Jeremy Corbyn. He is a 70-year-old former union official, and has been an MP for just over 36 years. He became leader in 2015 in a surprise election win. He had never previously been a government minister or held high office in the Labour Party. He has a loyal fan base as an anti-war, and anti-spending cuts, campaigner.
What does it need to do to win the election?
Labour needs to win 83 more seats than it had when Parliament was dissolved to form a government on its own, without having to seek a coalition deal with other parties.
Five key election pledges
The Labour Party launched its 2019 election manifesto, with the slogan It's Time For Real Change, on 21 November. It sets out the polices the party aims to introduce should it win the election.
Here are five key policies that appear in it:
- Increase the health budget by 4.3% a year
- Nationalise key industries, including the so-called big six energy firms, National Grid, and Royal Mail
- Introduce a £10-an-hour minimum wage for all workers
- Freeze the state pension age at 66
- Hold a second referendum on Brexit
Where does it stand on Brexit?
Labour wants to renegotiate Boris Johnson's Brexit deal and put it to another public vote. The referendum would be a choice between a "credible" Leave option versus Remain.

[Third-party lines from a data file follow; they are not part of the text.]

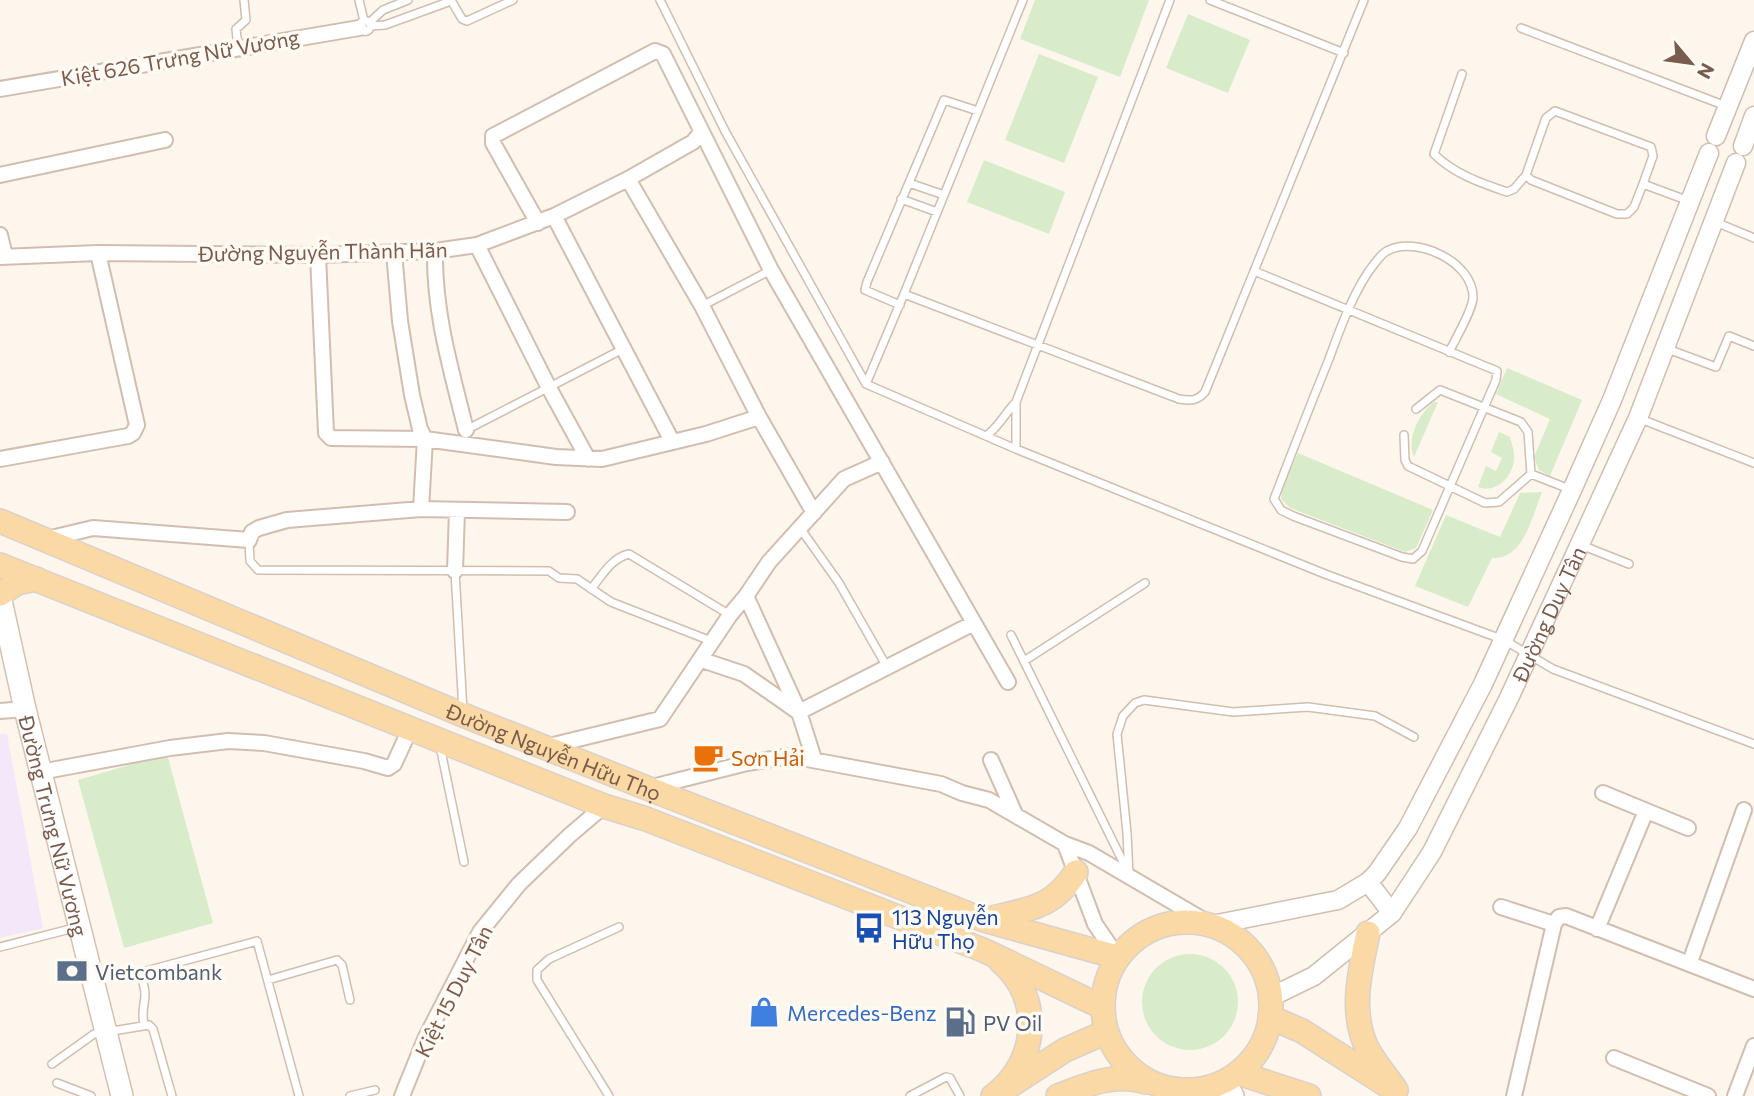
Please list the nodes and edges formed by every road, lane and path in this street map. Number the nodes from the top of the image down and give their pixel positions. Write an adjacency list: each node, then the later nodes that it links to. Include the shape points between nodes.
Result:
1 (244, 0): 13 (lane, via 246,20 236,29)
2 (359, 0): 11 (lane)
3 (408, 0): 11 (lane)
4 (451, 0): 5 (lane, via 467,20); 11 (lane, via 386,25)
5 (513, 0)
6 (660, 0): 56 (lane, via 725,131)
7 (1023, 0): 19 (lane)
8 (1170, 0): 51 (lane)
9 (1210, 0): 15 (lane)
10 (1364, 0): 15 (lane)
11 (365, 24): 13 (street, Kiệt 626 Trưng Nữ Vương)
12 (1521, 28): 18 (lane)
13 (238, 47): 17 (street, Kiệt 626 Trưng Nữ Vương)
14 (1752, 51): 18 (street, Đường Duy Tân)
15 (1343, 53): 45 (lane)
16 (1462, 74): 24 (lane, via 1434,154 1472,180 1507,192)
17 (0, 89)
18 (1728, 107): 30 (street, Đường Duy Tân)
19 (978, 111): 26 (lane, via 944,100); 28 (lane)
20 (1754, 116): 33 (street, Đường Duy Tân)
21 (701, 132): 25 (street, Đường Nguyễn Thành Hãn, via 693,142); 34 (street, via 663,54 655,51 493,136); 43 (street)
22 (165, 140): 23 (street)
23 (0, 175)
24 (1526, 175): 27 (lane, via 1617,214 1627,214 1634,207); 27 (lane, via 1546,118 1555,111 1651,147 1653,156)
25 (628, 179): 32 (street, Đường Nguyễn Thành Hãn); 49 (street)
26 (909, 183): 28 (lane); 29 (lane)
27 (1643, 184): 30 (lane)
28 (944, 195): 31 (lane)
29 (901, 199): 31 (lane); 48 (lane, via 865,290)
30 (1690, 201): 44 (street, Đường Duy Tân)
31 (937, 212): 47 (lane)
32 (554, 216): 34 (street, Đường Nguyễn Thành Hãn); 54 (street)
33 (1713, 221): 36 (lane); 46 (street, Đường Duy Tân)
34 (538, 223): 37 (street, Đường Nguyễn Thành Hãn)
35 (0, 235): 42 (street)
36 (1754, 238)
37 (477, 245): 38 (street, Đường Nguyễn Thành Hãn); 57 (street)
38 (435, 251): 39 (street, Đường Nguyễn Thành Hãn); 63 (street, via 434,287 444,345)
39 (394, 252): 41 (street, Đường Nguyễn Thành Hãn); 66 (street, via 412,395)
40 (98, 253): 41 (street, Đường Nguyễn Thành Hãn); 42 (street, Đường Nguyễn Thành Hãn); 69 (street, via 138,425 128,436)
41 (318, 255): 66 (street, via 326,433 331,438)
42 (3, 257)
43 (771, 270): 49 (lane); 71 (street)
44 (1664, 270): 46 (street); 75 (street, Đường Duy Tân)
45 (1254, 271): 50 (lane); 51 (lane, via 1205,392 1192,401)
46 (1690, 281): 53 (street, Đường Duy Tân)
47 (904, 294): 48 (lane); 51 (lane)
48 (900, 305): 56 (lane)
49 (702, 306): 61 (street)
50 (1348, 310): 55 (lane); 55 (lane, via 1374,264 1387,251 1428,250 1462,269 1471,287 1473,301); 74 (lane, via 1274,499 1281,510 1293,516 1413,559 1422,551)
51 (1039, 345): 58 (lane)
52 (1754, 346): 53 (lane, via 1729,335 1716,367)
53 (1665, 348): 62 (street, Đường Duy Tân)
54 (622, 349): 57 (lane); 67 (street)
55 (1450, 352): 59 (lane, via 1497,371)
56 (866, 383): 65 (lane)
57 (548, 386): 63 (lane); 70 (street)
58 (1016, 402): 65 (lane); 68 (lane)
59 (1485, 407): 60 (lane, via 1440,390); 73 (lane, via 1521,422 1528,432); 74 (lane)
60 (1416, 409)
61 (759, 416): 67 (street); 79 (street)
62 (1638, 418): 72 (lane); 84 (street, Đường Duy Tân)
63 (466, 430)
64 (1404, 435): 74 (lane, via 1408,466)
65 (986, 436): 68 (lane)
66 (425, 439): 70 (street); 76 (street)
67 (672, 441): 70 (street)
68 (1016, 449): 96 (lane, via 1325,574)
69 (0, 459)
70 (588, 459)
71 (882, 462): 79 (street, via 844,479); 94 (street)
72 (1754, 463)
73 (1531, 474): 74 (lane, via 1499,502 1485,503); 75 (lane)
74 (1450, 485)
75 (1572, 490): 96 (street, Đường Duy Tân)
76 (421, 509): 77 (street); 83 (street, via 287,520 259,527)
77 (457, 510): 78 (street); 87 (street)
78 (567, 512)
79 (814, 513): 81 (street)
80 (0, 522): 82 (main road, Đường Nguyễn Hữu Thọ)
81 (800, 528): 91 (street); 101 (lane, via 839,583)
82 (42, 540): 83 (street, via 93,528); 106 (main road, Đường Nguyễn Hữu Thọ)
83 (249, 540): 87 (lane, via 250,561 258,570)
84 (1581, 545): 85 (lane); 98 (street, Đường Duy Tân)
85 (1629, 564)
86 (0, 565): 88 (main road, Đường Nguyễn Hữu Thọ)
87 (455, 571): 90 (lane, via 549,571); 106 (lane)
88 (36, 579): 92 (main road, via 17,583); 107 (main road, Đường Nguyễn Hữu Thọ)
89 (1144, 583): 100 (lane)
90 (592, 589): 93 (lane, via 613,562 629,554); 97 (lane, via 611,602)
91 (746, 596): 93 (street); 105 (street)
92 (0, 597): 103 (main road, Đường Trưng Nữ Vương)
93 (730, 615): 97 (street)
94 (974, 623): 101 (street); 102 (street)
95 (1011, 635): 100 (lane)
96 (1504, 640): 98 (lane); 126 (street, Đường Duy Tân, via 1428,792 1397,845)
97 (711, 641): 99 (street)
98 (1530, 654): 110 (lane, via 1553,669); 128 (street, Đường Duy Tân, via 1448,822)
99 (702, 660): 105 (street, via 744,674); 111 (street, via 660,719)
100 (1024, 661): 125 (lane)
101 (887, 667): 105 (street)
102 (1008, 682)
103 (25, 709): 104 (street); 114 (main road, Đường Trưng Nữ Vương)
104 (0, 711)
105 (799, 712): 112 (street)
106 (463, 715): 111 (main road, Đường Nguyễn Hữu Thọ)
107 (410, 729): 109 (main road, Đường Nguyễn Hữu Thọ); 114 (street, via 394,764 387,768 264,743 228,741)
108 (1414, 737): 125 (lane, via 1375,716 1308,707 1233,712 1135,702 1116,734)
109 (439, 741): 117 (main road, Đường Nguyễn Hữu Thọ); 123 (lane)
110 (1754, 744)
111 (544, 747): 115 (main road, Đường Nguyễn Hữu Thọ)
112 (814, 759): 115 (street, via 791,756 747,763); 120 (street, via 941,784)
113 (991, 760): 120 (street)
114 (40, 772): 132 (main road, Đường Trưng Nữ Vương)
115 (647, 788): 129 (main road, Đường Nguyễn Hữu Thọ)
116 (1602, 793): 119 (street)
117 (604, 806): 137 (main road, Đường Nguyễn Hữu Thọ); 161 (street, Kiệt 15 Duy Tân, via 519,884 480,932 425,1039)
118 (1744, 810): 139 (street)
119 (1647, 811): 121 (street); 134 (street)
120 (1015, 814): 122 (street)
121 (1688, 828)
122 (1065, 844): 124 (street); 125 (street)
123 (464, 862)
124 (1076, 872): 129 (main road, via 1049,902); 138 (street, via 1095,924)
125 (1129, 876): 131 (street)
126 (1368, 882): 128 (street); 131 (street, Đường Duy Tân, via 1338,901)
127 (1501, 907): 130 (street)
128 (1392, 913): 135 (street, Đường Duy Tân)
129 (984, 920): 138 (main road, Đường Nguyễn Hữu Thọ)
130 (1555, 924): 134 (street, via 1566,916); 168 (street)
131 (1212, 925): 138 (main road, via 1167,923 1131,942); 144 (main road, via 1246,945 1258,960 1267,978)
132 (79, 927): 136 (lane); 146 (main road, Đường Trưng Nữ Vương)
133 (619, 927): 162 (lane, via 549,959 537,970 537,981)
134 (1597, 929): 139 (street)
135 (1368, 933): 144 (street, Đường Duy Tân); 155 (main road, via 1357,997 1360,1030 1368,1051)
136 (0, 947)
137 (984, 950): 143 (main road, Đường Nguyễn Hữu Thọ); 165 (main road, via 1017,979 1031,1018 1024,1059)
138 (1117, 957): 143 (main road, via 1104,987)
139 (1690, 962): 141 (street)
140 (268, 980): 142 (lane, via 337,960 342,964); 145 (lane, via 257,941 146,971 141,980); 159 (lane)
141 (1754, 989)
142 (350, 1000)
143 (1102, 1007): 147 (main road)
144 (1271, 1007): 152 (main road, via 1265,1039); 155 (main road, via 1301,1031)
145 (144, 1024): 146 (lane); 158 (lane, via 153,1029)
146 (105, 1031): 150 (lane); 157 (main road, Đường Trưng Nữ Vương)
147 (1106, 1032): 153 (main road, via 1128,1067); 165 (main road, via 1065,1050)
148 (1754, 1046): 170 (street)
149 (1614, 1058): 169 (street)
150 (52, 1064)
151 (57, 1083): 156 (lane)
152 (1231, 1084): 153 (main road, via 1184,1091); 167 (main road)
153 (1163, 1087): 166 (main road, via 1113,1079)
154 (375, 1090): 160 (lane)
155 (1403, 1093)
156 (91, 1096)
157 (122, 1096)
158 (172, 1096)
159 (299, 1096)
160 (351, 1096)
161 (402, 1096)
162 (608, 1096)
163 (910, 1096): 164 (lane, via 946,1077)
164 (960, 1096)
165 (993, 1096)
166 (1058, 1096)
167 (1309, 1096)
168 (1514, 1096)
169 (1708, 1096)
170 (1735, 1096)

Under its Leave option, Labour says it will negotiate for the UK to remain in an EU customs union, and retain a "close" single market relationship.
This would allow the UK to continue trading with the EU without checks, but it would prevent it from striking its own trade deals with other countries.
It says it will achieve this within six months.
What else does it stand for?
Labour is a socialist party - that means it wants to tax the rich to pay for better public services, give workers more rights and take control of things like the railways, the Royal Mail, energy and water supply, so they are not run for private profit.
Labour's policies in a tweet
How many members does it have?
According to the most recent figures, in July, Labour had 485,000 members.
What is the Labour Party's history?
Traditionally one of the UK's two main political parties, Labour was set up by trade unions nearly 120 years ago to give workers a voice in Parliament.
Since the end of World War Two, the UK has had a Labour prime minister for a total of 30 years, compared with 44 years for the Conservatives.